Plex snorted. “You think so? You really think the UN are going to come out here and risk upsetting the local oligarchy for the sake of one double sleeving?”

“If it’s made public enough, yes. They’ll have to. They can’t be seen to do anything else. Believe me, Plex, I know, I used to do this for a living. The whole Protectorate system hangs together on an assumption that no one dare step out of line. As soon as someone does, and gets away with it, no matter how small that initial transgression, it’ll be like the first crack in the dam wall. If what’s been done here becomes common knowledge, the Protectorate will have to demand Aiura’s cortical stack on a plate. And if the First Families don’t comply, the UN will send the Envoys, because a refusal by local oligarchy to comply can only be read one way, as insurrection. And insurrections get put down, wherever they are, at whatever cost, without fail.”

I watched him, watched it sink in as it had sunk into me when I first heard the news in Drava. The understanding of what had been done, the step that had been taken and the sequence of inevitability that we were all now locked into. The fact that there was no way back from this situation that didn’t involve someone called Takeshi Kovacs dying for good.

“This Aiura,” I said quietly, “has backed herself into a corner. I would love to know why, I would love to know what it was that was so fucking important it was worth this. But in the end it doesn’t matter. One of us has to go, me or him, and the easiest way for her to make that happen is to keep sending him after me until either he kills me or I kill him.”

He looked back at me, pupils blasted wide with the mix of whiff and mushrooms, pipe forgotten and trailing faint fumes from the cupped bowl of his hand. Like it was all too much to take in. Like I was a piece of take hallucination that refused to morph into something more pleasant or just go away.

I shook my head. Tried to get Sylvie’s Slipins out of it.

“So, like I said, Plex, I need to know. I really need to know. Oshima, Aiura, and Kovacs. Where do I find these people?”

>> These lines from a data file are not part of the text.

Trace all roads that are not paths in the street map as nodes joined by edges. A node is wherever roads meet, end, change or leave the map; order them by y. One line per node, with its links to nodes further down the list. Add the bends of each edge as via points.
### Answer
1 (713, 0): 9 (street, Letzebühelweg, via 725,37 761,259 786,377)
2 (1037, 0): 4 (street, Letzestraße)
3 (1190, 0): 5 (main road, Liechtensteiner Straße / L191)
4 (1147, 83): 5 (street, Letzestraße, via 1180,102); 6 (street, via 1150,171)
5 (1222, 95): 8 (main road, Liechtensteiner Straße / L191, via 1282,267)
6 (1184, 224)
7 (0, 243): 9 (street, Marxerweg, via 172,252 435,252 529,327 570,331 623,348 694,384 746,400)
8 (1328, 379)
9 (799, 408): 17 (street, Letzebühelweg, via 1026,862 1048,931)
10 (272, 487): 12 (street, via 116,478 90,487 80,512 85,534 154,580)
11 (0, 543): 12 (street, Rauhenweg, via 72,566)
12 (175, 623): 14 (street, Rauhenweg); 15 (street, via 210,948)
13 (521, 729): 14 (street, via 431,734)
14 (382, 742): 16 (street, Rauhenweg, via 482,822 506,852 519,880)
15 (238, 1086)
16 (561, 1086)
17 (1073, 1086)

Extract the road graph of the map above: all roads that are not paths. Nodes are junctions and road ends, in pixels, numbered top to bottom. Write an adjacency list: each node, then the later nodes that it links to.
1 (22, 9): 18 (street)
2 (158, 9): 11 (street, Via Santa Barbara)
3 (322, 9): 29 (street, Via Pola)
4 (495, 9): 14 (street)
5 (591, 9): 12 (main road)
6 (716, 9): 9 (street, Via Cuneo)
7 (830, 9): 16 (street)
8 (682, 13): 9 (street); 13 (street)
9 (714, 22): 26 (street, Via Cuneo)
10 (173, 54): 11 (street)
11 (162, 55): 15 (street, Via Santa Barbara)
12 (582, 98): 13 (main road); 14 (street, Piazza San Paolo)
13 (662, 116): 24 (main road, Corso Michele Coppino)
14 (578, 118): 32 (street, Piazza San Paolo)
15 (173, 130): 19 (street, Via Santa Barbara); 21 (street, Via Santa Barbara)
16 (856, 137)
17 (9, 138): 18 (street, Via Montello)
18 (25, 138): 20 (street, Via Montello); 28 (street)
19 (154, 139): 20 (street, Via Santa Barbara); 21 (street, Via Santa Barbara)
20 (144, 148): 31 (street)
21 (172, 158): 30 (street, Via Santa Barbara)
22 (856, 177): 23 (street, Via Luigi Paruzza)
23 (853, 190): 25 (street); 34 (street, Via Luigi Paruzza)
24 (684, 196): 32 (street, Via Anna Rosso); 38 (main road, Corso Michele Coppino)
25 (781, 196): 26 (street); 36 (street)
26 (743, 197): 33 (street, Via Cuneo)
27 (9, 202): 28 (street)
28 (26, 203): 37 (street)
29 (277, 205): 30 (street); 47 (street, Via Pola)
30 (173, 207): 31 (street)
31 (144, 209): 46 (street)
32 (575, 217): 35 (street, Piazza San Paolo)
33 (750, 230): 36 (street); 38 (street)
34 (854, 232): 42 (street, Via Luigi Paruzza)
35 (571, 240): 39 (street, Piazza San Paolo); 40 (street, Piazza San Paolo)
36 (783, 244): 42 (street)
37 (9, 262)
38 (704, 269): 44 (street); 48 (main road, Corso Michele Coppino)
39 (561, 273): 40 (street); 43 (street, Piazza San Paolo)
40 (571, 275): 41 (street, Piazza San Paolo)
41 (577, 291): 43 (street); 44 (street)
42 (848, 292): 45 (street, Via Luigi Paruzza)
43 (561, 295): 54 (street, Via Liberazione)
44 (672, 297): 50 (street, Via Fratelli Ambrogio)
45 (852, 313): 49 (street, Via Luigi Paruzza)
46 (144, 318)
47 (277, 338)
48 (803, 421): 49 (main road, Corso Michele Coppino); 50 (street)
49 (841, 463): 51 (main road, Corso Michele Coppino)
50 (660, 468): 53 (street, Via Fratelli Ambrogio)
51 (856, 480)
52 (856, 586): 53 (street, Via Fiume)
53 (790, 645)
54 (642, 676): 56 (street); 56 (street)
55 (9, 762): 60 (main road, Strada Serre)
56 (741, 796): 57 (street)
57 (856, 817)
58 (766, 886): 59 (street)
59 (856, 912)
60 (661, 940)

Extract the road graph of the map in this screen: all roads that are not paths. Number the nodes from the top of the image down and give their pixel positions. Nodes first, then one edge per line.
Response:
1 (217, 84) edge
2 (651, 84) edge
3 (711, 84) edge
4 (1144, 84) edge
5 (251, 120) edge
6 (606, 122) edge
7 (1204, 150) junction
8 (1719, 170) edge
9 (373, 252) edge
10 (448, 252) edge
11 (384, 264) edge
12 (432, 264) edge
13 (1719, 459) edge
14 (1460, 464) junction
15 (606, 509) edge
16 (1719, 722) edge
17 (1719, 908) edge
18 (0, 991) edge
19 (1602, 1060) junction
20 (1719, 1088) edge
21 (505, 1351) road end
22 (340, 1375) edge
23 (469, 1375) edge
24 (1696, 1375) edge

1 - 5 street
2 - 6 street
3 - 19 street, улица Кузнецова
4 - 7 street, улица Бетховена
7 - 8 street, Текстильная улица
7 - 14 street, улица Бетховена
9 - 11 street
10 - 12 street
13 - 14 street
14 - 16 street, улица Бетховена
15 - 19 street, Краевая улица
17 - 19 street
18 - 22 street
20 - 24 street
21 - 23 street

He shook his head. “It’s no good, Tak. I mean, I’ll tell you. You really want to know, I’ll tell you. But it isn’t going to help. There’s nothing you can do about this. There’s no way you can—”

“Why don’t you just tell me, Plex. Get it off your chest. Let me worry about the logistics.”

So he told me. And I did the logistics, and worried at it.

All the way out, I worried at it, like a wolf at a limb caught in a trap. All the way out. Past the stoned and strobe-lit dancers, the recorded hallucinations and the chemical smiles. Past the throbbing translucent panels where a woman stripped to the waist met my eyes and smeared herself against the glass for me to look at. Past the cheap door muscle and detectors, the last tendrils of club warmth and reef dive rhythm, and out into the chill of the warehouse district night, where it was starting to snow.